Records supplied START

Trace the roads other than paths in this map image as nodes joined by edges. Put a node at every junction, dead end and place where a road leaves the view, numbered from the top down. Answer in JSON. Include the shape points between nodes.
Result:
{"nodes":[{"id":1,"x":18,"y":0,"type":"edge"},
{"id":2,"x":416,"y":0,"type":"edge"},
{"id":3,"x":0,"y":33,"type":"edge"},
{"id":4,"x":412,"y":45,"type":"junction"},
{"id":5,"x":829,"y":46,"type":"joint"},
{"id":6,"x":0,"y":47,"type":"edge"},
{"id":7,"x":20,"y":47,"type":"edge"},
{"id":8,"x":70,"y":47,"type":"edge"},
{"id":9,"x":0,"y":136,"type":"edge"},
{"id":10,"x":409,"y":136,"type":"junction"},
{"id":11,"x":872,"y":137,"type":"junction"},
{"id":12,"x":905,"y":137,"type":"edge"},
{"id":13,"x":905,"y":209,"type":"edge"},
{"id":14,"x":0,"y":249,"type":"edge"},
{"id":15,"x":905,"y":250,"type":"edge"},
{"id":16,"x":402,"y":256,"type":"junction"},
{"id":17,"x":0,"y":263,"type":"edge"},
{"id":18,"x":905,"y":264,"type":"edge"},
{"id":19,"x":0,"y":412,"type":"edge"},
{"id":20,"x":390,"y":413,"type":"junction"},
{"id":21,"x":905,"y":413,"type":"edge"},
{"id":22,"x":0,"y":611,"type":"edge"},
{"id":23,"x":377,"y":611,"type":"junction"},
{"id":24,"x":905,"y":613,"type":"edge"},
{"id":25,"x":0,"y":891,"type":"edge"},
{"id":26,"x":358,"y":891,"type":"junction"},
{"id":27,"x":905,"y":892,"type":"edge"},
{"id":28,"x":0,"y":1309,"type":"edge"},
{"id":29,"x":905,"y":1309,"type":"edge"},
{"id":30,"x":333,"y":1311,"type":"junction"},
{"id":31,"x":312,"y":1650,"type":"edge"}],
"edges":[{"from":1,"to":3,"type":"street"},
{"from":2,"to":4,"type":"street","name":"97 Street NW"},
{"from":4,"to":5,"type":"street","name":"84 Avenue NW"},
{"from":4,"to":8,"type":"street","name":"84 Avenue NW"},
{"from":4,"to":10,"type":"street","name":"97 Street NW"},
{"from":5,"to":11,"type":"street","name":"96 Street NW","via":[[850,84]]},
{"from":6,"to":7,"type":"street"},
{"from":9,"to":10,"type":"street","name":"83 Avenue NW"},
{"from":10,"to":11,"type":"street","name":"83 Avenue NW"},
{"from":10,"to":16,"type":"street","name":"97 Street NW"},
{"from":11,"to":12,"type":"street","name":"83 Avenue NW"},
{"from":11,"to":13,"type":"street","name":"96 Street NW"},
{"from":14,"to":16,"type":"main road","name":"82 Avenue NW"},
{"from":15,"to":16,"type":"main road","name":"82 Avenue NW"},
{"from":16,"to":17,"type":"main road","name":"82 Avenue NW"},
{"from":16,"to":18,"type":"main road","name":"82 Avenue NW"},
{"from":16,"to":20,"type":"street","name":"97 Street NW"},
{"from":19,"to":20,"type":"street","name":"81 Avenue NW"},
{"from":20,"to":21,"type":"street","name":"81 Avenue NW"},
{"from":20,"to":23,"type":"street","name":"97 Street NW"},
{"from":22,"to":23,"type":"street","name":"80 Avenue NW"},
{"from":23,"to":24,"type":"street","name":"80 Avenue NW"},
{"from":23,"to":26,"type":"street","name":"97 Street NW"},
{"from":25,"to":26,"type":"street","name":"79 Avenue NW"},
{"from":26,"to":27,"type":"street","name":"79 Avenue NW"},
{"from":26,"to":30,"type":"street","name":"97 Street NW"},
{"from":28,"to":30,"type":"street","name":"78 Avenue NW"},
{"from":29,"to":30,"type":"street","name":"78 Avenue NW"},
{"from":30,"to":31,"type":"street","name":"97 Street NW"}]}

Records supplied END

For the string "nodes", show each line of the entries above where it occurs.

Trace the roads other than paths in this map image as nodes joined by edges. Put a node at every junction, dead end and place where a road leaves the view, numbered from the top down. Answer in JSON. Include the shape points between nodes.
{"nodes":[{"id":1,"x":18,"y":0,"type":"edge"},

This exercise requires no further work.